Seems to be a lot disagreement on this one in the Christian sex blogging.
I figure they are like any other kind of item, they are neither good nor bad. It’s what you do with them and how they affect you that determines it.
If toys help build delight and intimacy in your marriage, great. If they remind you of and pull you back into your old pornography habit, it’s a bad thing for you. If a toy helps with sexual function, it’s good. If a toy makes your spouse feel used or shamed, it’s bad.
Know yourself. Know your spouse. Do what blesses and builds your marriage and sex life.
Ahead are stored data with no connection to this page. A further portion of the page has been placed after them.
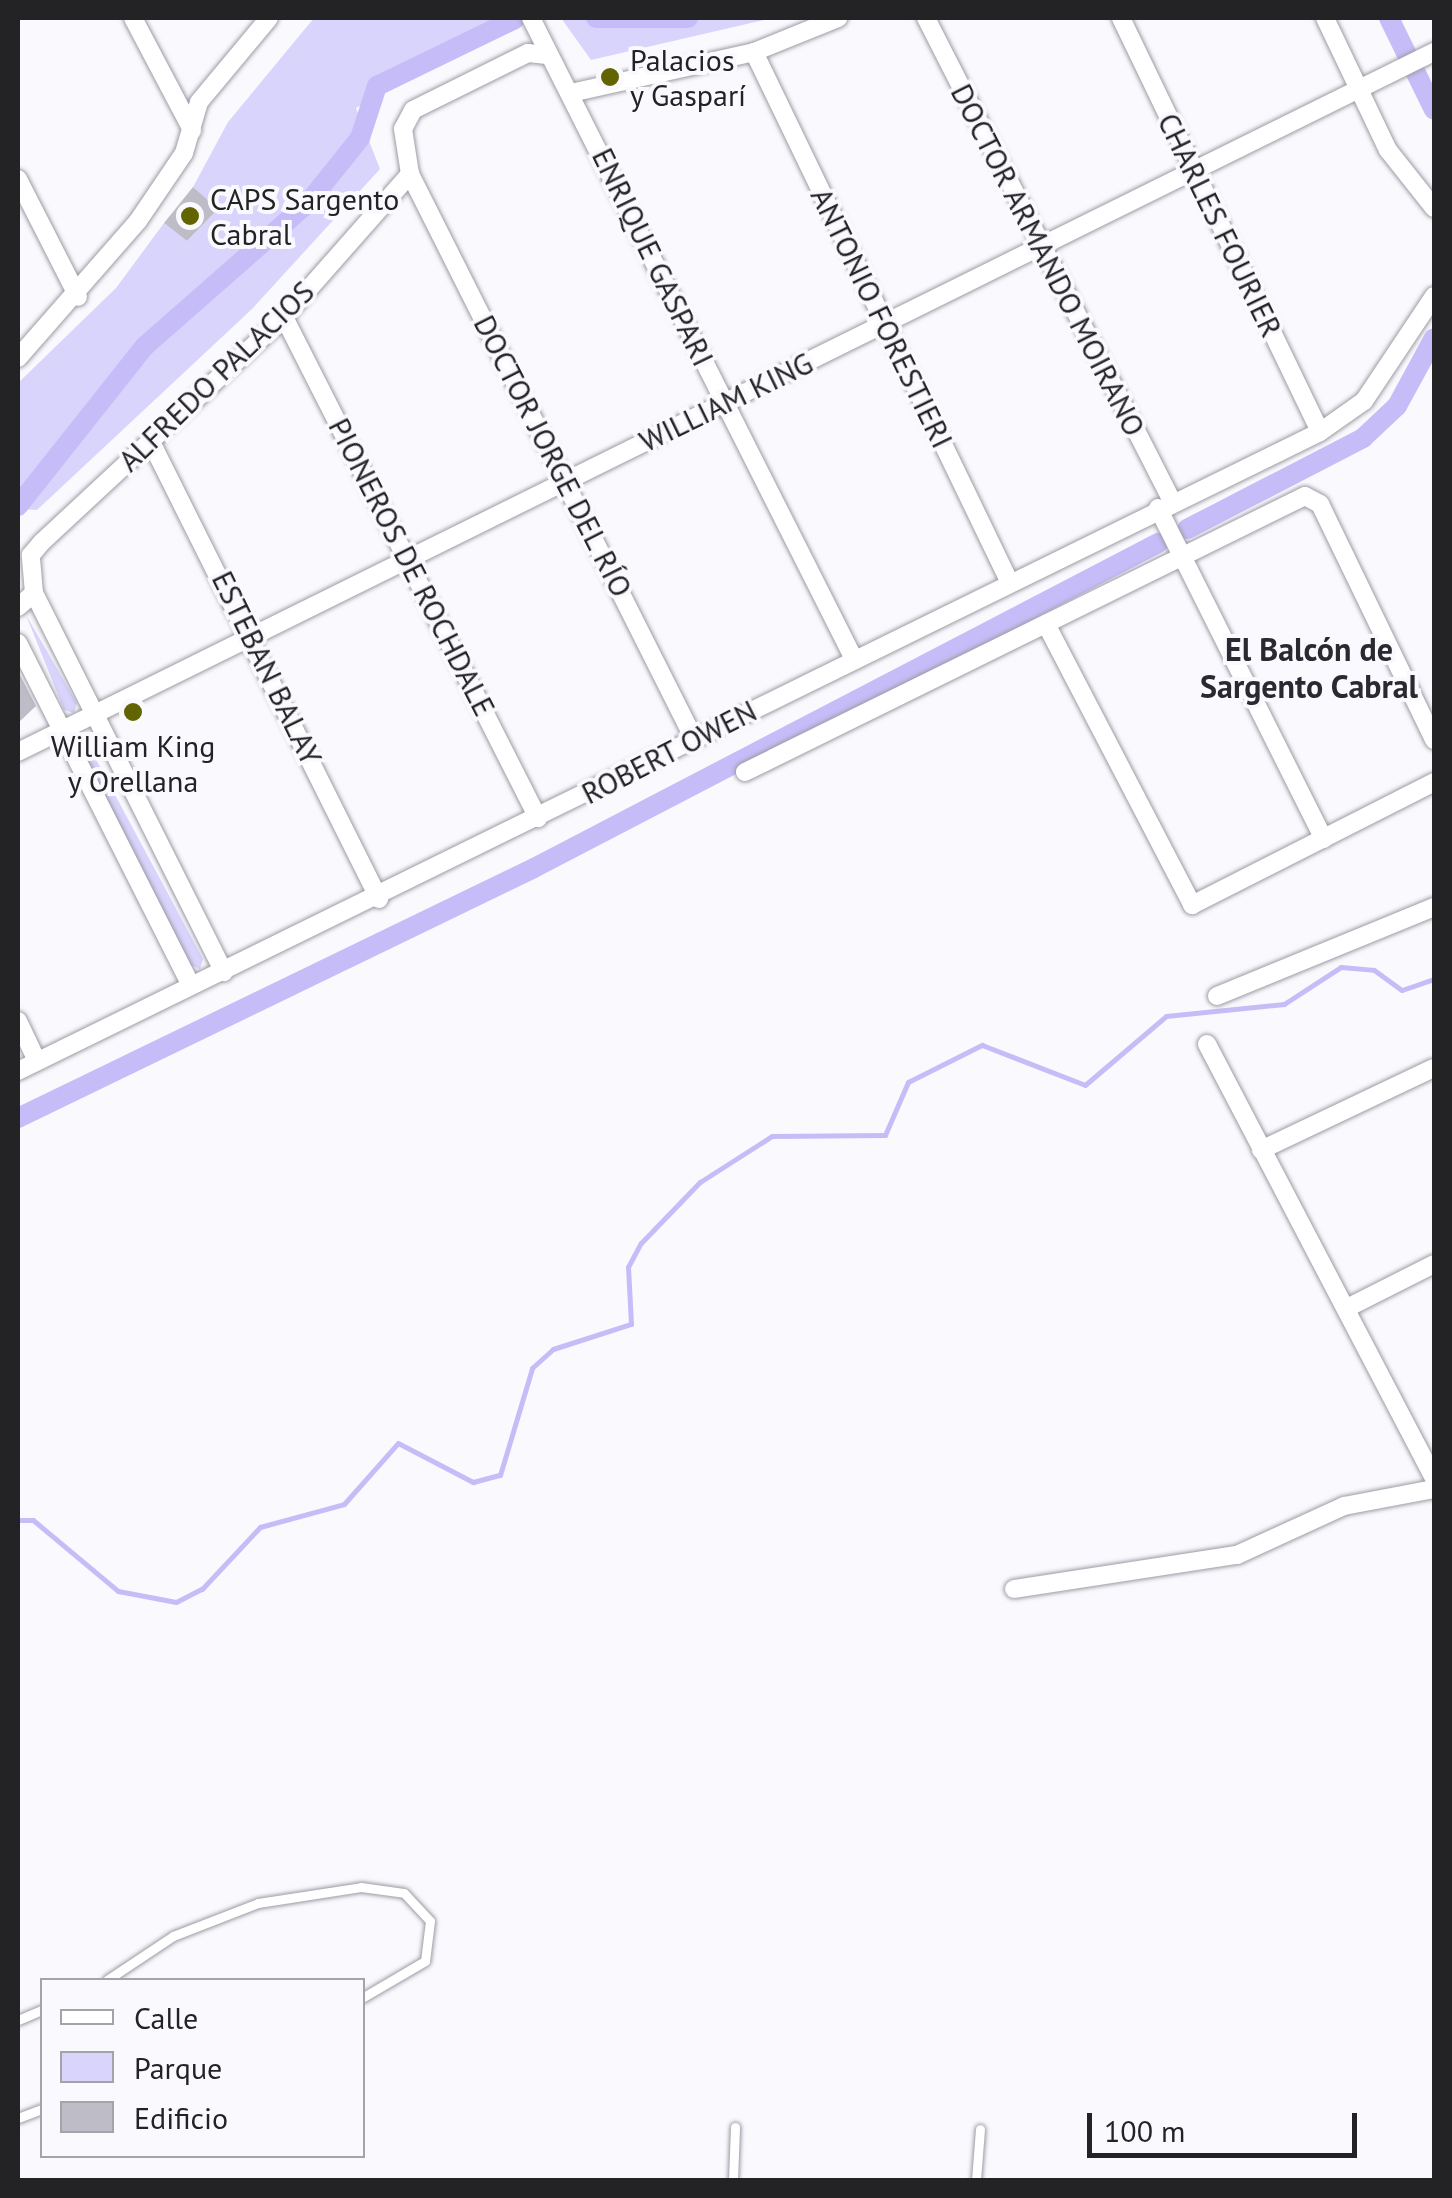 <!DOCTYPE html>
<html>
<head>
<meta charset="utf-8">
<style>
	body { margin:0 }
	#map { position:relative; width:1452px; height:2198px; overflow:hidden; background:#fafafe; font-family:"PT Sans",sans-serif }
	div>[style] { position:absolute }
	.green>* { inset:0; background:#d9d4fc }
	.stream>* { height:5px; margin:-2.5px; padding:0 2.5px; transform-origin:2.5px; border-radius:2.5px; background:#c6bdf8 }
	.canal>* { height:20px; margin:-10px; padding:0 10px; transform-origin:10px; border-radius:10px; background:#c6bdf8 }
	.building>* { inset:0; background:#bebdc7 }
	.roads { filter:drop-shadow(0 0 2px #9c9ba5) drop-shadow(0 0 2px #9c9ba5) }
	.lane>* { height:9px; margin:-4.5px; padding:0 4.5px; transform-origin:4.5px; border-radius:4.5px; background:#fff }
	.street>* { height:18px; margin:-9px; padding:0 9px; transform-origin:9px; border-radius:9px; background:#fff }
	.dots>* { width:28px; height:28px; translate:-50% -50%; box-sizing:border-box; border:5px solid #fafafe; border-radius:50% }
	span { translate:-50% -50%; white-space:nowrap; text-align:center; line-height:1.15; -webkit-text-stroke:8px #fafafe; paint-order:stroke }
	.poi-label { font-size:30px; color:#232326 }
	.left { translate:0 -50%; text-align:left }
	.street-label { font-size:30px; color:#232326 }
	.neighbourhood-label { font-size:32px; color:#2a2931; font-weight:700 }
	.frame { position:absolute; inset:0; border:20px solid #232326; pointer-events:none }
	.legend { position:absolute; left:40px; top:1978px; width:325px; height:180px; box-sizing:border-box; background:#fafafe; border:2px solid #a4a4a8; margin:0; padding:12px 18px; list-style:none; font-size:30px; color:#232326 }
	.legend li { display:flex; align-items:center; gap:20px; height:50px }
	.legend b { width:50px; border:2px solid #a4a4a8 }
	.scale { position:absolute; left:1087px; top:2113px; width:270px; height:45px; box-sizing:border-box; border:5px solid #232326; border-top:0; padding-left:12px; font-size:30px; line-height:35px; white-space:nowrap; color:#232326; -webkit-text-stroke:8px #fafafe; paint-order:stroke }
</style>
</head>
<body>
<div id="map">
	<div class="green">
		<i style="clip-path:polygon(314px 18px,509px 18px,506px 31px,356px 108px,380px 169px,252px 309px,37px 510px,19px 509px,18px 383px,116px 288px,164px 223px,187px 241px,217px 210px,193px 187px,228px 122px)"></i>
		<i style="clip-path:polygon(561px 18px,773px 18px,591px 60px)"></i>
		<i style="clip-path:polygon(26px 615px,77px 703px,74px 713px,64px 710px)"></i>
		<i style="clip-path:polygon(90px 748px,203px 959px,200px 969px,190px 965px,86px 758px)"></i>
	</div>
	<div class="stream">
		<i style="left:18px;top:1520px;width:15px"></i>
		<i style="left:33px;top:1520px;width:111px;rotate:39.9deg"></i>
		<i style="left:118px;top:1591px;width:59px;rotate:10.7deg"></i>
		<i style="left:176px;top:1602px;width:29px;rotate:-27deg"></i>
		<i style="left:202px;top:1589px;width:85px;rotate:-46.9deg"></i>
		<i style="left:260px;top:1527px;width:87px;rotate:-15.3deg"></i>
		<i style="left:344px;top:1504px;width:81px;rotate:-48.5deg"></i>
		<i style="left:398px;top:1443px;width:85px;rotate:27.5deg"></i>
		<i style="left:473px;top:1482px;width:28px;rotate:-15deg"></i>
		<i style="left:500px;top:1475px;width:112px;rotate:-73.3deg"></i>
		<i style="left:532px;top:1368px;width:28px;rotate:-42deg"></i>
		<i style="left:553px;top:1349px;width:82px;rotate:-17.8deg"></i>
		<i style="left:631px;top:1324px;width:57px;rotate:-93deg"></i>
		<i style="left:628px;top:1267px;width:27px;rotate:-62deg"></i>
		<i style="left:641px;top:1243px;width:85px;rotate:-46deg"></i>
		<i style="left:700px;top:1182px;width:85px;rotate:-32.6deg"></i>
		<i style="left:772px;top:1136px;width:113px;rotate:-0.5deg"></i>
		<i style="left:885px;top:1135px;width:58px;rotate:-66.5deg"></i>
		<i style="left:908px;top:1082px;width:83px;rotate:-26.6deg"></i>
		<i style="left:982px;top:1045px;width:110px;rotate:21.2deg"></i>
		<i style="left:1085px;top:1085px;width:106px;rotate:-40.4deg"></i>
		<i style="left:1166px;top:1016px;width:119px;rotate:-5.8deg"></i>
		<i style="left:1284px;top:1004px;width:68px;rotate:-33deg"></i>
		<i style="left:1341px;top:967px;width:33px;rotate:5deg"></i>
		<i style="left:1374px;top:970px;width:34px;rotate:36deg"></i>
		<i style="left:1402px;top:990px;width:34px;rotate:-19deg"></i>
	</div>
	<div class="canal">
		<i style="left:596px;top:18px;width:92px"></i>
		<i style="left:1389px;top:18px;width:102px;rotate:63.9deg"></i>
		<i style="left:18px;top:506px;width:204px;rotate:-51.6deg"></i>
		<i style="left:145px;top:346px;width:217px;rotate:-41.3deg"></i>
		<i style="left:308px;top:203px;width:83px;rotate:-51.3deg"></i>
		<i style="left:360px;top:138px;width:55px;rotate:-71.9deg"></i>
		<i style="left:377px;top:86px;width:153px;rotate:-25.9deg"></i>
		<i style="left:1187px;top:529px;width:198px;rotate:-27.3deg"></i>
		<i style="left:1363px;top:438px;width:47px;rotate:-43.3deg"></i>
		<i style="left:1397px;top:406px;width:77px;rotate:-61.4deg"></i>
		<i style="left:18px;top:1118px;width:573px;rotate:-25.85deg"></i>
		<i style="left:534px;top:868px;width:704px;rotate:-27.51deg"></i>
	</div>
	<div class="building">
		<i style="clip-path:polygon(193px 187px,218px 209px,187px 241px,164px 223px)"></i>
		<i style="clip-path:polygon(18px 671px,36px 706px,18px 723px)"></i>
	</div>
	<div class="roads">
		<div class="lane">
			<i style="left:107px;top:1980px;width:79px;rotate:-33.7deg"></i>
			<i style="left:173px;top:1936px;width:91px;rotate:-21.2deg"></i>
			<i style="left:258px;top:1903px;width:104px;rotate:-8.8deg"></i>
			<i style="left:361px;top:1887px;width:43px;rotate:7.9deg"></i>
			<i style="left:404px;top:1893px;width:38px;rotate:47deg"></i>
			<i style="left:430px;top:1921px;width:40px;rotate:97.1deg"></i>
			<i style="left:425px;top:1961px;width:73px;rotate:149.6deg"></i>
			<i style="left:18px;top:2020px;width:26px;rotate:-23deg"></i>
			<i style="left:18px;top:2118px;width:26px;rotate:-21deg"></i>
			<i style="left:733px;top:2180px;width:53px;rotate:-87.8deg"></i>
			<i style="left:976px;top:2180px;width:51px;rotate:-85.5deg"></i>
		</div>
		<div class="street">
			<i style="left:133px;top:18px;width:127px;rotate:62.2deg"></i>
			<i style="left:531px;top:18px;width:718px;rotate:63.26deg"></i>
			<i style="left:926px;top:18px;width:542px;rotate:63.01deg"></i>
			<i style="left:1121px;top:18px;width:459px;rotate:64.3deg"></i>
			<i style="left:1325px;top:18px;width:146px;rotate:64.5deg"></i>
			<i style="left:1388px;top:150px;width:74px;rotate:51.6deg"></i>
			<i style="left:754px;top:52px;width:589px;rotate:64.26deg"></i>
			<i style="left:571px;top:93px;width:188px;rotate:-12.6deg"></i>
			<i style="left:754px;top:52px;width:91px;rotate:-22deg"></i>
			<i style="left:410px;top:174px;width:632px;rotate:63.31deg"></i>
			<i style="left:18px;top:179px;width:132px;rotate:63deg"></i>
			<i style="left:284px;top:317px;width:562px;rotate:63.12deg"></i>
			<i style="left:18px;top:358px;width:182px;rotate:-48.8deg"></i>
			<i style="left:138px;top:221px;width:82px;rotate:-55.9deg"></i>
			<i style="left:184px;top:153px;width:53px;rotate:-73.6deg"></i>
			<i style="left:199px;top:102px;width:109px;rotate:-50.2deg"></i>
			<i style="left:150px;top:440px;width:513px;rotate:63.48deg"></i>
			<i style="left:1158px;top:508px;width:370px;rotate:63.4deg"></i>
			<i style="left:34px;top:593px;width:424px;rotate:63.4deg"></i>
			<i style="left:18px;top:607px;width:21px;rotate:-41deg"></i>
			<i style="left:34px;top:593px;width:38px;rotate:-95deg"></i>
			<i style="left:31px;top:555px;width:17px;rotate:-50deg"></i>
			<i style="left:42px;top:542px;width:330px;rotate:-42.9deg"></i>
			<i style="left:284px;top:317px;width:191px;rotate:-48.6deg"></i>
			<i style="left:410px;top:174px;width:46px;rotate:-98.8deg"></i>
			<i style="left:403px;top:129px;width:21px;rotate:-62deg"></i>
			<i style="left:413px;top:110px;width:128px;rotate:-26.4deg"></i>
			<i style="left:528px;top:53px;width:19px;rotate:6deg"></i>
			<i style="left:1046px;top:624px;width:317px;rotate:62.5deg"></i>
			<i style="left:1192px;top:905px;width:271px;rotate:-26.9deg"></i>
			<i style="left:18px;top:643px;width:383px;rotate:63.2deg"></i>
			<i style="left:18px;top:752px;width:1580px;rotate:-26.31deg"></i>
			<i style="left:745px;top:772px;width:624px;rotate:-26.24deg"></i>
			<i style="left:1305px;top:496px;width:17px;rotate:28deg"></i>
			<i style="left:1320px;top:504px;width:262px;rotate:64.2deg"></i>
			<i style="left:1217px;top:996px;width:235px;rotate:-22.3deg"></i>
			<i style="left:18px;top:1021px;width:44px;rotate:64.6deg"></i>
			<i style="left:1207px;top:1044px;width:491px;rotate:62.4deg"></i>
			<i style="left:18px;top:1071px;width:1450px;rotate:-26.14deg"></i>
			<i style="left:1320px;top:432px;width:54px;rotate:-35.2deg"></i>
			<i style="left:1364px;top:401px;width:126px;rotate:-56.3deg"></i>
			<i style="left:1261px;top:1150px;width:191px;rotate:-25.4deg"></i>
			<i style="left:1347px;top:1308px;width:97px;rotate:-26.8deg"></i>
			<i style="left:1014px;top:1589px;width:226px;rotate:-8.7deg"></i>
			<i style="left:1237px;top:1555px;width:118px;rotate:-24.6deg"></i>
			<i style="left:1344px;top:1506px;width:92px;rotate:-10.7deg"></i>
		</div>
	</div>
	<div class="dots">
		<i style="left:610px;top:77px;background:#616400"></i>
		<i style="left:190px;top:216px;background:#616400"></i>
		<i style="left:133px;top:712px;background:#616400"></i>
	</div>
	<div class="poi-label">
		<span class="left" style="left:630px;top:77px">Palacios<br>y Gasparí</span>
		<span class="left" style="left:210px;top:216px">CAPS Sargento<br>Cabral</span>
		<span style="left:133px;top:763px">William King<br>y Orellana</span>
	</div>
	<div class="street-label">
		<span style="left:1220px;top:225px;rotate:64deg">CHARLES FOURIER</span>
		<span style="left:653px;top:257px;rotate:64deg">ENRIQUE GASPARI</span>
		<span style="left:1048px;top:260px;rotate:63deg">DOCTOR ARMANDO MOIRANO</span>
		<span style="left:882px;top:318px;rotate:64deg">ANTONIO FORESTIERI</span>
		<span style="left:216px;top:376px;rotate:-44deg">ALFREDO PALACIOS</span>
		<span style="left:726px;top:402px;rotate:-26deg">WILLIAM KING</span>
		<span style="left:553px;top:456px;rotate:63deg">DOCTOR JORGE DEL RÍO</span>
		<span style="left:412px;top:567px;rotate:63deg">PIONEROS DE ROCHDALE</span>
		<span style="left:267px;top:668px;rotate:64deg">ESTEBAN BALAY</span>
		<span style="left:669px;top:752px;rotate:-27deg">ROBERT OWEN</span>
	</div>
	<div class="neighbourhood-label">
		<span style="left:1309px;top:668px">El Balcón de<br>Sargento Cabral</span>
	</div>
	<div class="frame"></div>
	<ul class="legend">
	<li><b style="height:12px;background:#fff"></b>Calle</li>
	<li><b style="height:28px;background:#d9d4fc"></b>Parque</li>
	<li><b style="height:28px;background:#bebdc7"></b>Edificio</li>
	</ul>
	<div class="scale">100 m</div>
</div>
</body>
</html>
We introduced toys into our marriage bed after 15 years of marriage. I guess my view prior to that had been that they were not appropriate, but my sexual upbringing was mediocre at best. My DW was raised in a positive atmosphere, but had never considered toys. We found that she was able to experience much more pleasure with them, and it also taught me how to manually pleasure her more effectively. They are not a substitute in any way, but definitely an enhancement. Sometimes we will start with one to warm her up, but she always sets it aside eventually and says “I want YOU now.” Occasionally she will continue with one after I am spent if she wants a bit more. I am usually caressing her randomly while she finishes. Toys have really enhanced our marriage bed and relationship.
Toys have helped DW enjoy sex in a way not possible without them. When she enjoys it more, so do I. We started using them after many years of marriage. I feel toys are like anything else that enhances your life. A comfy mattress enhances our sex life, does that make a mattress sinful?
It’s the attitude of your heart that matters.
Toys have definitely been a blessing for our marriage. DW and I were married for over 20 years before we turned to toys to help her orgasm. We always start by having her O (using a wand-style toy, or lately, the eroscillator), and then follow up with PIV sex. Not surprisingly, she reports her experience of PIV sex is much better now that she can orgasm (even though she orgasms prior to our starting PIV sex). I regret that we waited so long to seek this solution.
I don’t see any harm in using toys, alone or together, as long as doing so isn’t harmful for reasons that go beyond just using the toy. I think my wife has a different attitude, though. I’ve bought her a few toys and I’d love for her to use them to pleasure herself whenever she wants, but I think she somehow feels guilty about it. It may be the result of some bad teaching she got through a different church that she went to before we met.